Complete step-by-step answer:
\[2{{y}^{3}}\,+\,{{y}^{2}}\,-\,2y\,-1\]
Put 1
\[2{{(1)}^{3}}\,+\,{{(1)}^{2}}\,-\,2(1)\,-1\]
\[2\,+\,3\,-\,2\,-\,1\]
\[=\,0\]
So is the factor of this equation.
Now, \[\begin{align}
  & y\,=\,1 \\
 & y\,-1\,=\,0 \\
\end{align}\]

\[y-1\overset{2{{y}^{2}}+\,3y\,+1}{\overline{\left){\begin{align}
  & 2{{y}^{3}}\,+\,{{y}^{2}}\,-\,2y\,-1 \\
 & \dfrac{2{{y}^{3}}\,-\,2{{y}^{2}}}{\begin{align}
  & 3{{y}^{2}}\,-\,2y\,-\,1 \\
 & \dfrac{3{{y}^{2}}\,-\,3y}{\begin{align}
  & y\,-\,1 \\
 & \dfrac{y\,-\,1}{0} \\
\end{align}} \\
\end{align}} \\
 & \\
\end{align}}\right.}}\]
Now by dividing we get a quadratic equation:
\[2{{y}^{2}}\,+\,3y\,+\,1\]
\[\begin{align}
  & 2{{y}^{2}}+\,2y\,+\,y\,+\,1 \\
 & 2y\,(y+1)\,+1(y+1) \\
 & (2y+1)\,(y+1) \\
 & 2y\,=\,1\,\,\,\,\,\,\,\,y+1=0 \\
 & y\,=\,\dfrac{1}{2}\,\,\,\,\,\,\,\,\,y\,=\,-1 \\
 & \\
\end{align}\]
So there are three solutions of this question \[1,\,\dfrac{1}{2},\,-1\]

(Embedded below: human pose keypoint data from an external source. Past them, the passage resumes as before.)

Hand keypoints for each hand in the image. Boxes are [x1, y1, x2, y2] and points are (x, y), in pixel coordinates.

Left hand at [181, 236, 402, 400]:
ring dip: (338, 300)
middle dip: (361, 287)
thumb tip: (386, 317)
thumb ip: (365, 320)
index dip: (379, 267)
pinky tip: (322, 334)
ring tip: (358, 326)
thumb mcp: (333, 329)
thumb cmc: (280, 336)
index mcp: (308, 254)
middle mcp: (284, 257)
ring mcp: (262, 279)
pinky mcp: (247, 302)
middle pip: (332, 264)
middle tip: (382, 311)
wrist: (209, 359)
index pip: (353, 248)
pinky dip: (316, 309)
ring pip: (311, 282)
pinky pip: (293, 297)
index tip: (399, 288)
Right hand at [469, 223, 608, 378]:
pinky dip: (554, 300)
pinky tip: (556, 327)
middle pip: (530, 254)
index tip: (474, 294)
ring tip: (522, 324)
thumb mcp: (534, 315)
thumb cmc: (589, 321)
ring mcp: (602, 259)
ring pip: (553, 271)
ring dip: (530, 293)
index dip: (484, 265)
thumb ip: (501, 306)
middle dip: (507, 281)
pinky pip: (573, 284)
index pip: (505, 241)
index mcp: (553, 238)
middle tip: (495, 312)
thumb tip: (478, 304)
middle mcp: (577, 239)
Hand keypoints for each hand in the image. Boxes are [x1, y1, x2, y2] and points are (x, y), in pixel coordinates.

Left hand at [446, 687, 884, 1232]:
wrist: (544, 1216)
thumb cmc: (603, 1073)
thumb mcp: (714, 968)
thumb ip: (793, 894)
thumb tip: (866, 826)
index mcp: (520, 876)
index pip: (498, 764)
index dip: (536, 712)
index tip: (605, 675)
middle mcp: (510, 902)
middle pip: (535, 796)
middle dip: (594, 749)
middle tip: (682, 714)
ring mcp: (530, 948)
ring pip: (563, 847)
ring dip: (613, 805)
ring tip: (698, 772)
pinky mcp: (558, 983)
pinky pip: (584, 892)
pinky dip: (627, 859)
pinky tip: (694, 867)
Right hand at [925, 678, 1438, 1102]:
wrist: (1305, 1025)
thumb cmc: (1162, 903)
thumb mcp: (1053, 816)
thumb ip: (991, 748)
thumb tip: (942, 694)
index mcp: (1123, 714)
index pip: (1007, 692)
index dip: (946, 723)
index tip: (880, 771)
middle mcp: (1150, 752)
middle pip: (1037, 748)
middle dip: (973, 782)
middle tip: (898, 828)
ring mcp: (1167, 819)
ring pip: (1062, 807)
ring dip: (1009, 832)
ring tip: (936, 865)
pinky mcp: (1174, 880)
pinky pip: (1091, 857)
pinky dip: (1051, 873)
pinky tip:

Note: If the power of question is three then there are three solutions to the question. In quadratic equations we can find a solution simply by the middle term split method but for cubic equations always use the hit and trial method and factorization method to find the answer.